(Stored items)
────────
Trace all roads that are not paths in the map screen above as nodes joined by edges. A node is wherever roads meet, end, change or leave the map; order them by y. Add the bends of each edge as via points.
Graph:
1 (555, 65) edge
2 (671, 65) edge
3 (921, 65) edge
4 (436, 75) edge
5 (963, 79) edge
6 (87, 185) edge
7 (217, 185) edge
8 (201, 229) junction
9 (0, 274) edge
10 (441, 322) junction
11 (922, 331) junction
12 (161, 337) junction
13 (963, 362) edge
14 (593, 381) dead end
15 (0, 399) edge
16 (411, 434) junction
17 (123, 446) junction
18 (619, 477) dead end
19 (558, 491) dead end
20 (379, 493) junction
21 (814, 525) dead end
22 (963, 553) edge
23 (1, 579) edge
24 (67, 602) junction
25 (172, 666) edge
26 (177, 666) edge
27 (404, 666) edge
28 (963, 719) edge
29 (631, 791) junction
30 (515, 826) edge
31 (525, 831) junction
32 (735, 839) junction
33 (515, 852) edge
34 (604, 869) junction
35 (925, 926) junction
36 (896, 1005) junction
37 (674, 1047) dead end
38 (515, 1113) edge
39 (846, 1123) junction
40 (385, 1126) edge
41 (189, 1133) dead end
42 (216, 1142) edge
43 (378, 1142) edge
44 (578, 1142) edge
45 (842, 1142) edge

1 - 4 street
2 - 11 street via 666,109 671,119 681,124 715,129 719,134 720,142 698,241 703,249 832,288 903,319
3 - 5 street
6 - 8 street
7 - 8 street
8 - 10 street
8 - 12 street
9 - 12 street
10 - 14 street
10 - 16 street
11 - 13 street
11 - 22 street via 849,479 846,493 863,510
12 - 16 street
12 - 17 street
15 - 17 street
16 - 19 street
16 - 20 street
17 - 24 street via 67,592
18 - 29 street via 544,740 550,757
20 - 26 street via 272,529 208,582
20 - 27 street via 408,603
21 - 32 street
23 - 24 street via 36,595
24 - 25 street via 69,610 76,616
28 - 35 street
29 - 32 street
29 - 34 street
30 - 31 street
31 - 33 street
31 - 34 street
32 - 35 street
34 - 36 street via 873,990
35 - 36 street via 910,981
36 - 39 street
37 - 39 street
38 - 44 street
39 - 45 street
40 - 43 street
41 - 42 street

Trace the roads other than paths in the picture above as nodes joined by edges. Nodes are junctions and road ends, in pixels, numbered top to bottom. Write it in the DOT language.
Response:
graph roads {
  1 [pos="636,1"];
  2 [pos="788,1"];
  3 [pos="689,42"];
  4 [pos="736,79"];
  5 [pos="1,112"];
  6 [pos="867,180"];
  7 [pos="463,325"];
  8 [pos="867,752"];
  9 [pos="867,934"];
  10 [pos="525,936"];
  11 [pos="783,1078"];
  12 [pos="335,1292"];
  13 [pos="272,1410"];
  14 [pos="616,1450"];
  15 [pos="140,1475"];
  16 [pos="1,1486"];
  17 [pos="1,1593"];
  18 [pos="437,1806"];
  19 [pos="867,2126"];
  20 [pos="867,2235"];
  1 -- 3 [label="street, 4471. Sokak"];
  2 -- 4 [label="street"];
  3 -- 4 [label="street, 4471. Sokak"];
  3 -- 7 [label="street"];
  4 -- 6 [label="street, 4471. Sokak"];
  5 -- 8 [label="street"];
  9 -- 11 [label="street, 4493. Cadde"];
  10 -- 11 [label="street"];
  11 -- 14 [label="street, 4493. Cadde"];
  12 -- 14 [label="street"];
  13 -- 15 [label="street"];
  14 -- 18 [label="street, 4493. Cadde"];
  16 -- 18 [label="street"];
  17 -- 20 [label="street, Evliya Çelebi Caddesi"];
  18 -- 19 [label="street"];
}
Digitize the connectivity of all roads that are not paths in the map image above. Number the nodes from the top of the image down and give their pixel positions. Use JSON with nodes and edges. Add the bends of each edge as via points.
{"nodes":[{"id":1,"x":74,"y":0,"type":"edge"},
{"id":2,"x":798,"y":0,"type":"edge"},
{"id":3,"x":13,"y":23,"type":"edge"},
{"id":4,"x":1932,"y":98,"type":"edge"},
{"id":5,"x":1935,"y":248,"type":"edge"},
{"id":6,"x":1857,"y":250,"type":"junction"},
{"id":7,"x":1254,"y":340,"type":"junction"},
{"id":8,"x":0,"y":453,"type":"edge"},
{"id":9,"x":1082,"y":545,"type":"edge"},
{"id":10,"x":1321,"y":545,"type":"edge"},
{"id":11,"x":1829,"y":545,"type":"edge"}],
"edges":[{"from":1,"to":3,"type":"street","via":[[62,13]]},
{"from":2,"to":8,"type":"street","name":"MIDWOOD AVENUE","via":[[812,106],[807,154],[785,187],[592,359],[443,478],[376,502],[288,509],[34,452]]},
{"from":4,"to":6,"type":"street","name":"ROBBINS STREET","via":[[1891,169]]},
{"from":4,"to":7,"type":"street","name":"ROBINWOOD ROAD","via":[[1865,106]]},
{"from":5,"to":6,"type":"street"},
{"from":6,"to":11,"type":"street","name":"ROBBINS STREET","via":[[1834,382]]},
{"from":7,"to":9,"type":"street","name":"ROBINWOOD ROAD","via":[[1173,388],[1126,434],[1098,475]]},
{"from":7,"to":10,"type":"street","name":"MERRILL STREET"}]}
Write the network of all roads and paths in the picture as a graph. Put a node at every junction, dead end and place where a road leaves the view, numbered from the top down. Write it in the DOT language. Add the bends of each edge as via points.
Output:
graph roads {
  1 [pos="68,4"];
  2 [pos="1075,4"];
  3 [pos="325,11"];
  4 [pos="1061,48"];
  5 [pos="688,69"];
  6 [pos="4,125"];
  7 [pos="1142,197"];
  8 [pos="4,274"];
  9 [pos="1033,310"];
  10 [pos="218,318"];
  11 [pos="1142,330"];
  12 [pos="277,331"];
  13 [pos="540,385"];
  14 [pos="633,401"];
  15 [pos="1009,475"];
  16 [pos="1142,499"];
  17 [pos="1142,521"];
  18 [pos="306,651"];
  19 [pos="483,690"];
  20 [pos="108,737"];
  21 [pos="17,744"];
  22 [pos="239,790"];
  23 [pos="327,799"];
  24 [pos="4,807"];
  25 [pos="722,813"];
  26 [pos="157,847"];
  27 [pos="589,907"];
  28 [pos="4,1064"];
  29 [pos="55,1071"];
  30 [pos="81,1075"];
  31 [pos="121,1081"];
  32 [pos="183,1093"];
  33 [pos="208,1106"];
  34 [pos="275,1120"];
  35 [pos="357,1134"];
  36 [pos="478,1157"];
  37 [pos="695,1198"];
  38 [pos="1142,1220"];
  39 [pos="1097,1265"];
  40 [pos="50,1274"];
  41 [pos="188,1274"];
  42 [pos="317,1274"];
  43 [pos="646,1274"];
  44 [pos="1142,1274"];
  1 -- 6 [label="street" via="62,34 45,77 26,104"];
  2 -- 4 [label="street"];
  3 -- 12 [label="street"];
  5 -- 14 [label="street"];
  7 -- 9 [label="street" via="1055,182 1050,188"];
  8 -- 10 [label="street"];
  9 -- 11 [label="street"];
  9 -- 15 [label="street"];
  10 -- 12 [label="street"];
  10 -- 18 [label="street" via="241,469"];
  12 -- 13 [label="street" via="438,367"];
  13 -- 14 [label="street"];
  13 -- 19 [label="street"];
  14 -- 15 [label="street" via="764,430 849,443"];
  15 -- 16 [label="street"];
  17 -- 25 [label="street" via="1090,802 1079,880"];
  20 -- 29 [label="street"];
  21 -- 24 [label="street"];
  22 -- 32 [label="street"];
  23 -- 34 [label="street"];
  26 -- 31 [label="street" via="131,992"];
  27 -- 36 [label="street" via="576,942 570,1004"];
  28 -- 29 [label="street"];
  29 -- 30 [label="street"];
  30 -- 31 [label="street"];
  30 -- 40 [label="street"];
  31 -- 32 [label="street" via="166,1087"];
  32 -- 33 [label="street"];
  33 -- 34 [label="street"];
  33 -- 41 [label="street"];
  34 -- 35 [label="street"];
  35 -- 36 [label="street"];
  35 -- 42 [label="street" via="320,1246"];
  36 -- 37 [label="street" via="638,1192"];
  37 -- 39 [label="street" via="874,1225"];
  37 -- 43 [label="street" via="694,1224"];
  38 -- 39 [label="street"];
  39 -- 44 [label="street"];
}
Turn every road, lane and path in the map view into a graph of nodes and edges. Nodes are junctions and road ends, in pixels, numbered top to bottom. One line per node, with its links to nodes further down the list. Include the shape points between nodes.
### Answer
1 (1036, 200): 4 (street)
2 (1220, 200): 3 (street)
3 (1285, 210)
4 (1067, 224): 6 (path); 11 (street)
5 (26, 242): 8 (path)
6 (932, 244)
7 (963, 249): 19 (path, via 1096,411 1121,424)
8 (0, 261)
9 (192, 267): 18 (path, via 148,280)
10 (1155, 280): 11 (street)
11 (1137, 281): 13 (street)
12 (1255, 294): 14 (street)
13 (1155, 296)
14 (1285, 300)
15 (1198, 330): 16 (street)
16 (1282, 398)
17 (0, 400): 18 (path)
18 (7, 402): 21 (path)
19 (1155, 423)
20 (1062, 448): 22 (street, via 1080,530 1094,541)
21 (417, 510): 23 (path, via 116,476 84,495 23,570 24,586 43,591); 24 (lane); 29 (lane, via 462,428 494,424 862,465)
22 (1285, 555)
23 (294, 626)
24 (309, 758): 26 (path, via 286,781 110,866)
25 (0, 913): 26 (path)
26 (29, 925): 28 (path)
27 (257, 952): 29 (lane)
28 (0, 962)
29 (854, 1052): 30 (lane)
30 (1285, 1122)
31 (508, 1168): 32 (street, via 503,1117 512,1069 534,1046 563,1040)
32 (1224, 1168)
────────
§ **Assigned task**
From the entries, copy out each line containing the word "roads".

§ **Solved exercise**
Trace all roads that are not paths in the map screen above as nodes joined by edges. A node is wherever roads meet, end, change or leave the map; order them by y. Add the bends of each edge as via points.
Trace the roads other than paths in the picture above as nodes joined by edges. Nodes are junctions and road ends, in pixels, numbered top to bottom. Write it in the DOT language.
graph roads {
Digitize the connectivity of all roads that are not paths in the map image above. Number the nodes from the top of the image down and give their pixel positions. Use JSON with nodes and edges. Add the bends of each edge as via points.
Write the network of all roads and paths in the picture as a graph. Put a node at every junction, dead end and place where a road leaves the view, numbered from the top down. Write it in the DOT language. Add the bends of each edge as via points.
graph roads {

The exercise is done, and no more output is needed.